Al-Walid bin Hisyam mengatakan, bahwa ”Sesungguhnya rakyat akan
rusak karena rusaknya pemimpin, dan akan menjadi baik karena baiknya pemimpin.”
Kesadaran pentingnya kepemimpinan dipegang oleh orang-orang muslim
yang taat sedari awal sudah dipahami oleh kader KAMMI, bahkan inilah diskursus
yang tidak pernah usai selama berada di organisasi pergerakan ini. Memang sudah
kita yakini urgen hal tersebut, tetapi kita dihadapkan dengan masyarakat baru,
publik baru, sistem baru, tantangan dan cara pandang yang berubah di setiap
masa.
Tetapi di sisi lain, di pergerakan dakwah ini juga ditanamkan bahwa
kepemimpinan itu tidak boleh muncul dari sebab ambisi individu pada keinginan
ingin berkuasa. Kalaupun ada semacam cita-cita sedari kecil, maka letaknya
berada dibawah keputusan hidup berjamaah. Sebab kekuasaan itu sifatnya adalah
amanah atau given (sesuatu yang diserahkan). Oleh sebab itu ketemulah
dua kutub yang berbeda, bila yang pertama adalah pemahaman pentingnya kekuasaan,
maka yang kedua adalah ditutupnya pintu dari personal ambition (ambisi
pribadi).
Dalam kondisi seperti itu, di mana kader mesti menempatkan diri? Maka
jawabannya adalah pada kesiap-siapan. Bangun dan tingkatkan terus kompetensi
dan integritas diri, sampai tiba saatnya nanti kita diminta, sekali lagi
diminta atau diamanahkan untuk memimpin di salah satu institusi atau hanya
sekedar sebagai tim yang memperkuat orang yang berada di institusi tersebut. Di
sinilah munculnya satu kaedah penting dari esensi kemanusiaan, bahwa kontribusi
jauh lebih penting dari pada sekedar posisi (contribution is more important
than position).
Berangkat dari dasar tersebut maka Senat Mahasiswa (SM) atau Badan
Eksekutif Mahasiswa (BEM) menjadi salah satu target yang diupayakan oleh para
aktivis dakwah kampus untuk diambil alih tampuk kepemimpinannya. Di samping ia akan
menjadi minzholah (payung) bagi gerakan dakwah kampus itu sendiri, ia
juga menjadi wasilah atau sarana untuk pengaplikasian teori – mengabdi,
mengadvokasi, kepedulian sosial, menyeru pada yang makruf dan meminimalisir terjadinya
kemungkaran – yang selama ini hanya teori dan wujud dalam diskusi-diskusi
gerakan. Tentunya kesempatan menjadi leader di kampus itu adalah
pelatihan bagi kader dakwah dalam memimpin sebelum ia benar-benar turun saatnya
nanti di masyarakat ril (real society).
Tetapi tidak mudah. Para aktivis dakwah kampus di universitas
Indonesia (UI) baru bisa menang dalam pemilihan ketua senat mahasiswa itu pada periode
tahun 1994-1995 dengan kandidat yang diajukan adalah Zulkiflimansyah. Artinya
kalau kita hitung eksisnya dakwah kampus di sana sejak tahun 1980, maka
memerlukan waktu lebih kurang 14 tahun itu menggapainya.

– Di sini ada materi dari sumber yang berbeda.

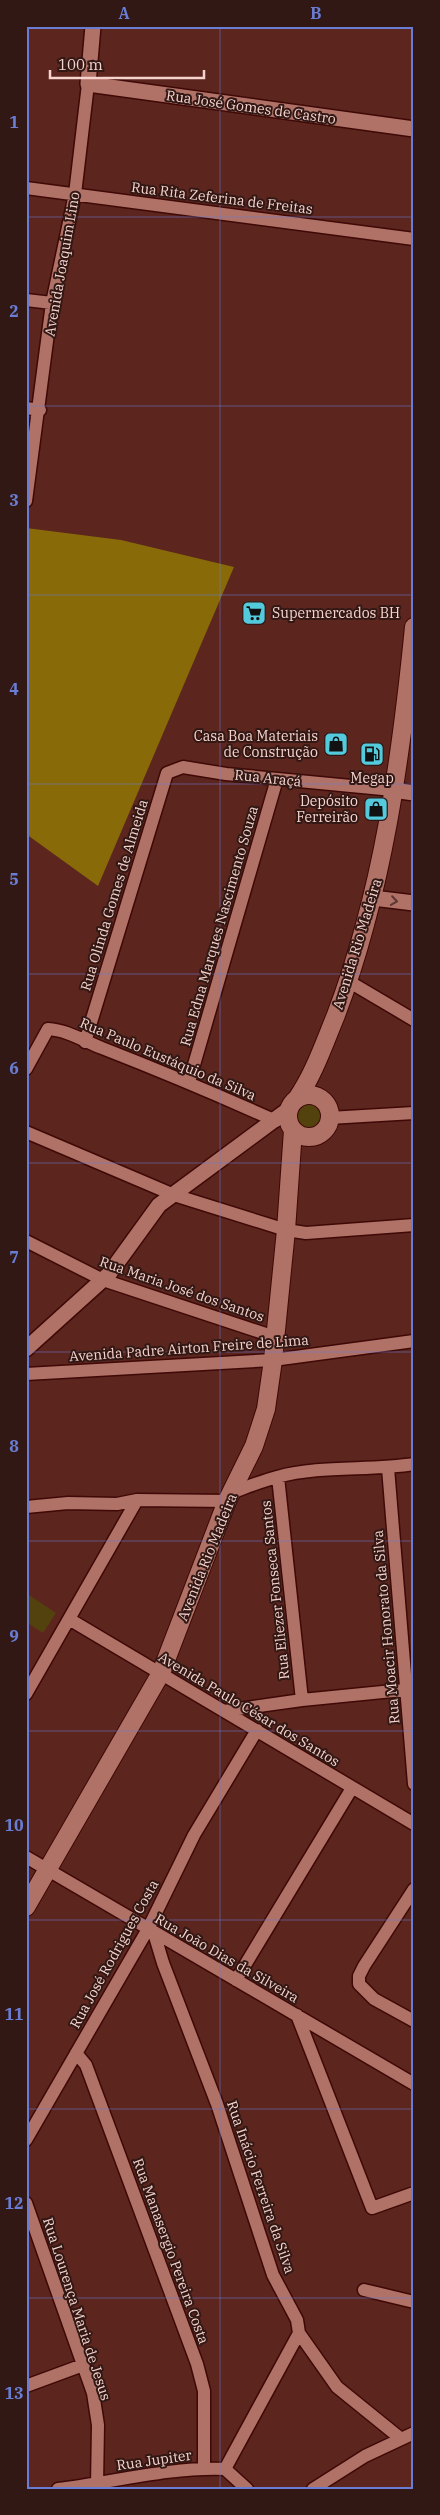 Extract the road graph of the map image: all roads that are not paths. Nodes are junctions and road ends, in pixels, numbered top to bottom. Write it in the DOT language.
graph roads {
  1 [pos="92,27"];
  2 [pos="88,84"];
  3 [pos="414,129"];
  4 [pos="26,188"];
  5 [pos="75,194"];
  6 [pos="414,239"];
  7 [pos="26,300"];
  8 [pos="52,303"];
  9 [pos="26,408"];
  10 [pos="40,410"];
  11 [pos="26,501"];
  12 [pos="414,627"];
  13 [pos="410,682"];
  14 [pos="183,767"];
  15 [pos="277,779"];
  16 [pos="393,790"];
  17 [pos="414,793"];
  18 [pos="373,898"];
  19 [pos="414,904"];
  20 [pos="348,981"];
  21 [pos="414,1020"];
  22 [pos="85,1042"];
  23 [pos="322,1052"];
  24 [pos="26,1069"];
  25 [pos="189,1082"];
  26 [pos="323,1101"];
  27 [pos="414,1113"];
  28 [pos="289,1117"];
  29 [pos="329,1118"];
  30 [pos="26,1132"];
  31 [pos="314,1136"];
  32 [pos="291,1175"];
  33 [pos="174,1194"];
  34 [pos="414,1226"];
  35 [pos="286,1230"];
  36 [pos="26,1241"];
  37 [pos="103,1280"];
  38 [pos="275,1338"];
  39 [pos="414,1341"];
  40 [pos="26,1349"];
  41 [pos="273,1360"];
  42 [pos="26,1374"];
  43 [pos="414,1464"];
  44 [pos="388,1468"];
  45 [pos="278,1477"];
  46 [pos="230,1497"];
  47 [pos="137,1500"];
  48 [pos="26,1507"];
  49 [pos="69,1619"];
  50 [pos="161,1673"];
  51 [pos="410,1689"];
  52 [pos="26,1694"];
  53 [pos="302,1700"];
  54 [pos="224,1711"];
  55 [pos="257,1730"];
  56 [pos="414,1784"];
  57 [pos="352,1788"];
  58 [pos="414,1824"];
  59 [pos="26,1856"];
  60 [pos="48,1869"];
  61 [pos="414,1889"];
  62 [pos="26,1907"];
  63 [pos="151,1931"];
  64 [pos="236,1980"];
  65 [pos="297,2015"];
  66 [pos="414,2021"];
  67 [pos="76,2053"];
  68 [pos="414,2084"];
  69 [pos="26,2140"];
  70 [pos="414,2193"];
  71 [pos="26,2203"];
  72 [pos="364,2290"];
  73 [pos="414,2302"];
  74 [pos="299,2333"];
  75 [pos="83,2365"];
  76 [pos="26,2386"];
  77 [pos="414,2433"];
  78 [pos="400,2438"];
  79 [pos="204,2468"];
  80 [pos="225,2469"];
  81 [pos="89,2486"];
  82 [pos="58,2489"];
  83 [pos="247,2489"];
  84 [pos="313,2489"];
  1 -- 2 [label="street, Avenida Joaquim Lino"];
  2 -- 3 [label="street, Rua José Gomes de Castro"];
  2 -- 5 [label="street, Avenida Joaquim Lino"];
  4 -- 5 [label="street, Rua Rita Zeferina de Freitas"];
  5 -- 6 [label="street, Rua Rita Zeferina de Freitas"];
  5 -- 8 [label="street, Avenida Joaquim Lino"];
  7 -- 8 [label="street"];
  8 -- 10 [label="street, Avenida Joaquim Lino"];
  9 -- 10 [label="street"];
  10 -- 11 [label="street, Avenida Joaquim Lino"];
  12 -- 13 [label="main road, Avenida Rio Madeira"];
  13 -- 16 [label="main road, Avenida Rio Madeira"];
  14 -- 15 [label="street, Rua Araçá"];
  14 -- 22 [label="street, Rua Olinda Gomes de Almeida"];
  15 -- 16 [label="street, Rua Araçá"];
  15 -- 25 [label="street, Rua Edna Marques Nascimento Souza"];
  16 -- 17 [label="street, Rua Araçá"];
  16 -- 18 [label="main road, Avenida Rio Madeira"];
  18 -- 19 [label="street, one-way"];
  18 -- 20 [label="main road, Avenida Rio Madeira"];
  20 -- 21 [label="street"];
  20 -- 23 [label="main road, Avenida Rio Madeira"];
  22 -- 24 [label="street, Rua Paulo Eustáquio da Silva"];
  22 -- 25 [label="street, Rua Paulo Eustáquio da Silva"];
  23 -- 26 [label="main road, Avenida Rio Madeira"];
  23 -- 28 [label="main road, Avenida Rio Madeira"];
  25 -- 28 [label="street, Rua Paulo Eustáquio da Silva"];
  26 -- 28 [label="main road"];
  26 -- 29 [label="main road"];
  27 -- 29 [label="street"];
  28 -- 31 [label="main road"];
  28 -- 32 [label="main road, Avenida Rio Madeira"];
  28 -- 33 [label="street"];
  29 -- 31 [label="main road"];
  30 -- 33 [label="street"];
  31 -- 32 [label="main road, Avenida Rio Madeira"];
  32 -- 35 [label="main road, Avenida Rio Madeira"];
  33 -- 35 [label="street"];
  33 -- 37 [label="street"];
  34 -- 35 [label="street"];
  35 -- 38 [label="main road, Avenida Rio Madeira"];
  36 -- 37 [label="street, Rua Maria José dos Santos"];
  37 -- 38 [label="street, Rua Maria José dos Santos"];
  37 -- 40 [label="street"];
  38 -- 41 [label="main road, Avenida Rio Madeira"];
  39 -- 41 [label="street, Avenida Padre Airton Freire de Lima"];
  41 -- 42 [label="street, Avenida Padre Airton Freire de Lima"];
  41 -- 46 [label="main road, Avenida Rio Madeira"];
  43 -- 44 [label="street"];
  44 -- 45 [label="street"];
  44 -- 51 [label="street, Rua Moacir Honorato da Silva"];
  45 -- 46 [label="street"];
  45 -- 53 [label="street, Rua Eliezer Fonseca Santos"];
  46 -- 47 [label="street"];
  46 -- 50 [label="main road, Avenida Rio Madeira"];
  47 -- 48 [label="street"];
  47 -- 49 [label="street"];
  49 -- 50 [label="street, Avenida Paulo César dos Santos"];
  49 -- 52 [label="street"];
  50 -- 54 [label="street, Avenida Paulo César dos Santos"];
  50 -- 60 [label="main road, Avenida Rio Madeira"];
  51 -- 53 [label="street"];
  51 -- 56 [label="street, Rua Moacir Honorato da Silva"];
  53 -- 54 [label="street"];
  54 -- 55 [label="street, Avenida Paulo César dos Santos"];
  55 -- 57 [label="street, Avenida Paulo César dos Santos"];
  55 -- 63 [label="street, Rua José Rodrigues Costa"];
  57 -- 58 [label="street, Avenida Paulo César dos Santos"];
  57 -- 64 [label="street"];
  59 -- 60 [label="street, Rua João Dias da Silveira"];
  60 -- 62 [label="main road, Avenida Rio Madeira"];
  60 -- 63 [label="street, Rua João Dias da Silveira"];
  61 -- 66 [label="street"];
  63 -- 64 [label="street, Rua João Dias da Silveira"];
  63 -- 67 [label="street, Rua José Rodrigues Costa"];
  63 -- 74 [label="street, Rua Inácio Ferreira da Silva"];
  64 -- 65 [label="street, Rua João Dias da Silveira"];
  65 -- 68 [label="street, Rua João Dias da Silveira"];
  65 -- 70 [label="street"];
  67 -- 69 [label="street, Rua José Rodrigues Costa"];
  67 -- 79 [label="street, Rua Manasergio Pereira Costa"];
  71 -- 75 [label="street, Rua Lourença Maria de Jesus"];
  72 -- 73 [label="street"];
  74 -- 78 [label="street, Rua Inácio Ferreira da Silva"];
  74 -- 80 [label="street"];
  75 -- 76 [label="street"];
  75 -- 81 [label="street, Rua Lourença Maria de Jesus"];
  77 -- 78 [label="street"];
  78 -- 84 [label="street"];
  79 -- 80 [label="street, Rua Jupiter"];
  79 -- 81 [label="street, Rua Jupiter"];
  80 -- 83 [label="street"];
  81 -- 82 [label="street, Rua Jupiter"];
}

Sementara di UIN Suska Riau pemahaman pentingnya menguasai tampuk
kepemimpinan itu pun sudah terbit sejak pertama kali mereka – aktivis Islam –
eksis dalam dakwah ini. Sebab kepemimpinan itu adalah perihal yang asasi dalam
Islam dan bagian dari syumul-nya (sempurnya) keislaman seseorang.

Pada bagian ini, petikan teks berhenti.